### ABOUT THIS TASK
Read through the lines below and copy the ones holding the string "Right".

Source records:
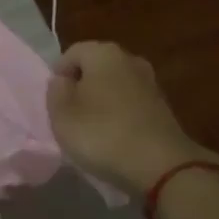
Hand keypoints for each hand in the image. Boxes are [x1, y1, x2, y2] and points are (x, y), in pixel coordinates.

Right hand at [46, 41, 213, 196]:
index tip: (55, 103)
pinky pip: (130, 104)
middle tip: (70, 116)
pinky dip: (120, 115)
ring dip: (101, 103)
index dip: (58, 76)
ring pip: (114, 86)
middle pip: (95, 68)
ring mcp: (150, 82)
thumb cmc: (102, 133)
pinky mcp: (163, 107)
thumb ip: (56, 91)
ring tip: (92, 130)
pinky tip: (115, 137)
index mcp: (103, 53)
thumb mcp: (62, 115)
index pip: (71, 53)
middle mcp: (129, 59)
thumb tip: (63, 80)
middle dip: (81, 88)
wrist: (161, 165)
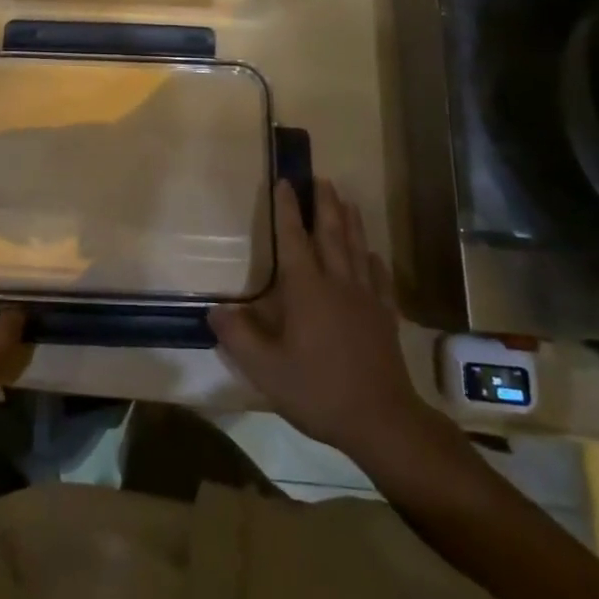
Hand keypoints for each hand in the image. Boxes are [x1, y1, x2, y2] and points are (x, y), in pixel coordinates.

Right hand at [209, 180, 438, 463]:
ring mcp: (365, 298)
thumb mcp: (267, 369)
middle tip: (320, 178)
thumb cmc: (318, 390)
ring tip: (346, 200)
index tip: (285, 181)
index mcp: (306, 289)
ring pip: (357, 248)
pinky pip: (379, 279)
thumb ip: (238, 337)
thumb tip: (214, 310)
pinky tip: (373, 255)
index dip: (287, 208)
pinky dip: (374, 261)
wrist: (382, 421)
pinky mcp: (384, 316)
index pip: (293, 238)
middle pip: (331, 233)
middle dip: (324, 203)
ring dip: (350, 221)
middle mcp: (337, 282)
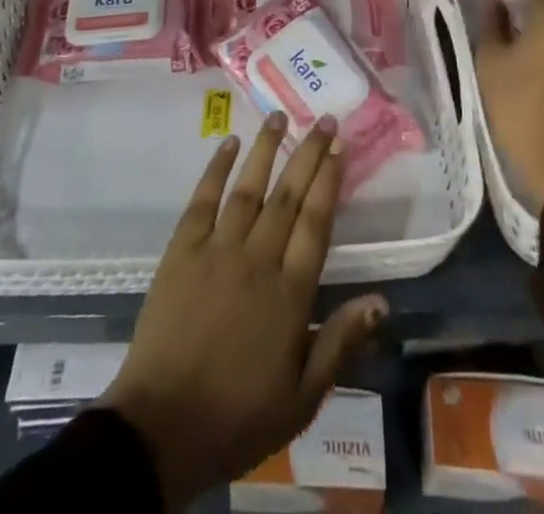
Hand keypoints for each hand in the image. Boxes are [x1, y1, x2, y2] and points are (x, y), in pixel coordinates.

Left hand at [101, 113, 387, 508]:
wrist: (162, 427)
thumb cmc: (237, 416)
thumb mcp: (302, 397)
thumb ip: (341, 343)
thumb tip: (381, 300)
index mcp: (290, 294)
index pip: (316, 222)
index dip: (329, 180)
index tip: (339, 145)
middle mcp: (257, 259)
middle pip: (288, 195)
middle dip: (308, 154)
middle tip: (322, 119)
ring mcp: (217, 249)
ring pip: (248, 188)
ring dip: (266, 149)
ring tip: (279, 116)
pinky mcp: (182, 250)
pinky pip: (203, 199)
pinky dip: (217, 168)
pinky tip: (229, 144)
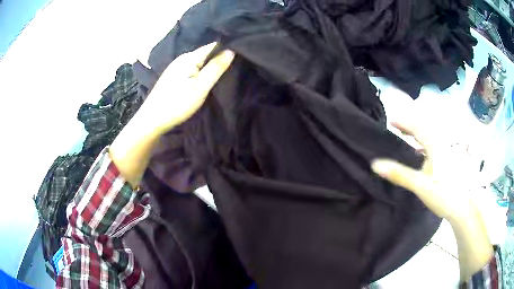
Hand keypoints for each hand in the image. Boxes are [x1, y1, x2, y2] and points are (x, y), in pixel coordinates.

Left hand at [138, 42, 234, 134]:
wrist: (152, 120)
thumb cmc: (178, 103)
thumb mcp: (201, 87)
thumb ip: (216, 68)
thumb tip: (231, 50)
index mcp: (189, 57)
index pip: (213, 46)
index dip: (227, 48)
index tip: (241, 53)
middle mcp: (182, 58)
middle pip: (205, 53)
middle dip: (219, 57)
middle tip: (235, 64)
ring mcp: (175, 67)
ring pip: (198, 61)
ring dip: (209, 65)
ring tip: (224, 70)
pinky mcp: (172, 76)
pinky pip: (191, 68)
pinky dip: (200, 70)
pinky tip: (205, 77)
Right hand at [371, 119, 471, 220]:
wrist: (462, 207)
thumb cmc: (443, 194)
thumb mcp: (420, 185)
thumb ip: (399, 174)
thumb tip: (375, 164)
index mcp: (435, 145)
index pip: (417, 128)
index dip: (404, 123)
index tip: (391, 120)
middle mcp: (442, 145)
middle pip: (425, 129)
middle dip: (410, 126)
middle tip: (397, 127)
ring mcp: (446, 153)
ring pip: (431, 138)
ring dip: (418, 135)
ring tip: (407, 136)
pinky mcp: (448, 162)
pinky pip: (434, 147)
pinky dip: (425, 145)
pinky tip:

### RESULT OF THE TASK
Right hand at [46, 41, 213, 196]:
Right hand at [209, 180, 438, 463]:
Right hand at [371, 119, 471, 220]:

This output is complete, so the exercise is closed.